(Stored data)
##########

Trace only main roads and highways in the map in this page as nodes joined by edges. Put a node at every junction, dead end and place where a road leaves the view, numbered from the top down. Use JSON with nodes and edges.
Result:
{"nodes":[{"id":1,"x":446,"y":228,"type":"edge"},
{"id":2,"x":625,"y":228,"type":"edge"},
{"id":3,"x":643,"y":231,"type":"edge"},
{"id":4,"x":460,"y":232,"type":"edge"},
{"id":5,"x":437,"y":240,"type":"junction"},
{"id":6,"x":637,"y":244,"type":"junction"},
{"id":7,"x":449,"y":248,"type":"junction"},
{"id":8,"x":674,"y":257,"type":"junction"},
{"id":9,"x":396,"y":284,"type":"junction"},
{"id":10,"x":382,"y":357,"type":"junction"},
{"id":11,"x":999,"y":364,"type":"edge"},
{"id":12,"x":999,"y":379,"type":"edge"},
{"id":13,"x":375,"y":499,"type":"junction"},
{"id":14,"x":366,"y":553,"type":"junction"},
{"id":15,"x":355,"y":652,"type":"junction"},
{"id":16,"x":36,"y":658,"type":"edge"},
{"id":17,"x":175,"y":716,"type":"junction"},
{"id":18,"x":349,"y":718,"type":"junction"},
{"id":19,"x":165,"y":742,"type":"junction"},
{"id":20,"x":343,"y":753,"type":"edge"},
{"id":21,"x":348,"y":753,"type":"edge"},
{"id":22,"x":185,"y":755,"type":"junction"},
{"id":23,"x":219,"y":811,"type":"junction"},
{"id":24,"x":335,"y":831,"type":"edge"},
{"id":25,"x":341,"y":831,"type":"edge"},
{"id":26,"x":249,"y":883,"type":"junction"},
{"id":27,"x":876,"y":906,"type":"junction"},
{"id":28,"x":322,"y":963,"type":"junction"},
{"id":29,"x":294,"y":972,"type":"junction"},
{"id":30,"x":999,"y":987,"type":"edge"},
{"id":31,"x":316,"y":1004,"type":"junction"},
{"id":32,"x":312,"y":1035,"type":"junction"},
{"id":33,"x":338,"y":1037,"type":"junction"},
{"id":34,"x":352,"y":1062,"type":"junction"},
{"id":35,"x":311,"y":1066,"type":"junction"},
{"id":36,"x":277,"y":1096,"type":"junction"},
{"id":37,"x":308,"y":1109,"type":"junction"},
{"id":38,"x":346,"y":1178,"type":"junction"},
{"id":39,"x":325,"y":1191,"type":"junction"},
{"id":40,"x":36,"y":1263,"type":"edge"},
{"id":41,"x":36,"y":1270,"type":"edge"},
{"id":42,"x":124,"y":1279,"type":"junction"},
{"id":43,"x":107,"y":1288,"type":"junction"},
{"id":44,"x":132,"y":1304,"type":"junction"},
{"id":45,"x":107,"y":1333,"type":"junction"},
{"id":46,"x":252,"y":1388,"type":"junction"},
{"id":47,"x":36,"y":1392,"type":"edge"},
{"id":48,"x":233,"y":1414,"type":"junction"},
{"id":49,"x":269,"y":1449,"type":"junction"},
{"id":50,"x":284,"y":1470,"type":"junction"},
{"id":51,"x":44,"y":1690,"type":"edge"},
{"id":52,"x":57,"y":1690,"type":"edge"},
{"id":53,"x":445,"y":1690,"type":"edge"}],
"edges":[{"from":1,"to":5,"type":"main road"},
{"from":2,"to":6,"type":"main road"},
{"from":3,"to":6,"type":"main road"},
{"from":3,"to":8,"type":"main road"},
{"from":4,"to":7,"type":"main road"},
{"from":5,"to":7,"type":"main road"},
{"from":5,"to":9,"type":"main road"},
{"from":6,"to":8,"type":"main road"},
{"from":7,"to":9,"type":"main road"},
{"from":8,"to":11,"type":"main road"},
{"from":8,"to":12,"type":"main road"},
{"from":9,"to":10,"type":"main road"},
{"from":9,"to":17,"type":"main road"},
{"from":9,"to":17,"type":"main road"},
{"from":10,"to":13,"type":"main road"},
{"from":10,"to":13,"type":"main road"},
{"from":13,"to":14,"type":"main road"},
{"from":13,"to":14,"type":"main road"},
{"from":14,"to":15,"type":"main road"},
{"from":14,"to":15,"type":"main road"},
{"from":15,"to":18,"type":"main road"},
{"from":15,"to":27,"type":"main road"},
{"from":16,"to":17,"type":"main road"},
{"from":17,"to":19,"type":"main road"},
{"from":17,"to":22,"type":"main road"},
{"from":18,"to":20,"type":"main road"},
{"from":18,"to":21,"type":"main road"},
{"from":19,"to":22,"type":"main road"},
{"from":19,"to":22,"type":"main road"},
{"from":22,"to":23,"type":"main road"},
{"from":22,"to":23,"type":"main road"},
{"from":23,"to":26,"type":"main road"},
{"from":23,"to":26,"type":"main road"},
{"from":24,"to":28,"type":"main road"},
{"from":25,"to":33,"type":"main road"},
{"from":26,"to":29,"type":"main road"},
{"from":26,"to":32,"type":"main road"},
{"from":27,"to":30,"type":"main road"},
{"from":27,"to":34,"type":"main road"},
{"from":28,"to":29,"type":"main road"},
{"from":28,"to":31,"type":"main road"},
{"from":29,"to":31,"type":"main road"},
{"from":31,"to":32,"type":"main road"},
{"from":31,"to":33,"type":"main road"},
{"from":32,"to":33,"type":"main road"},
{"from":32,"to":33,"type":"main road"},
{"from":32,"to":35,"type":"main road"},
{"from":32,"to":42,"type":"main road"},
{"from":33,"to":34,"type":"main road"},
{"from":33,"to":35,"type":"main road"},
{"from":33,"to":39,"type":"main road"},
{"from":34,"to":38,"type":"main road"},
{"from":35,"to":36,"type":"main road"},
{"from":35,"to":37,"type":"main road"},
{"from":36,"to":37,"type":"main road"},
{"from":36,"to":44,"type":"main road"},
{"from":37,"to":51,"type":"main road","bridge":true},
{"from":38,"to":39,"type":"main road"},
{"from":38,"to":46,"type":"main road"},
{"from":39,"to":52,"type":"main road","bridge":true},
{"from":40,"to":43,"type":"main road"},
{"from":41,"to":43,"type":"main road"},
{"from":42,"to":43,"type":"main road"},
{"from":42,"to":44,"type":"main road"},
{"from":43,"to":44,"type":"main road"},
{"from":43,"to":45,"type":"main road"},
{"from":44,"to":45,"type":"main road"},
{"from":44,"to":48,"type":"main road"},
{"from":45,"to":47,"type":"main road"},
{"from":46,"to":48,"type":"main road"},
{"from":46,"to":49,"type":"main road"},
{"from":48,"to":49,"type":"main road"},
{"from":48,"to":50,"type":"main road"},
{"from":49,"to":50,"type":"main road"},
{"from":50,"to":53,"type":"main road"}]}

##########

Wherever the string "true" appears in a line of the records above, copy that line.

• **RESPONSE TO THE EXERCISE**
{"from":37,"to":51,"type":"main road","bridge":true},
{"from":39,"to":52,"type":"main road","bridge":true},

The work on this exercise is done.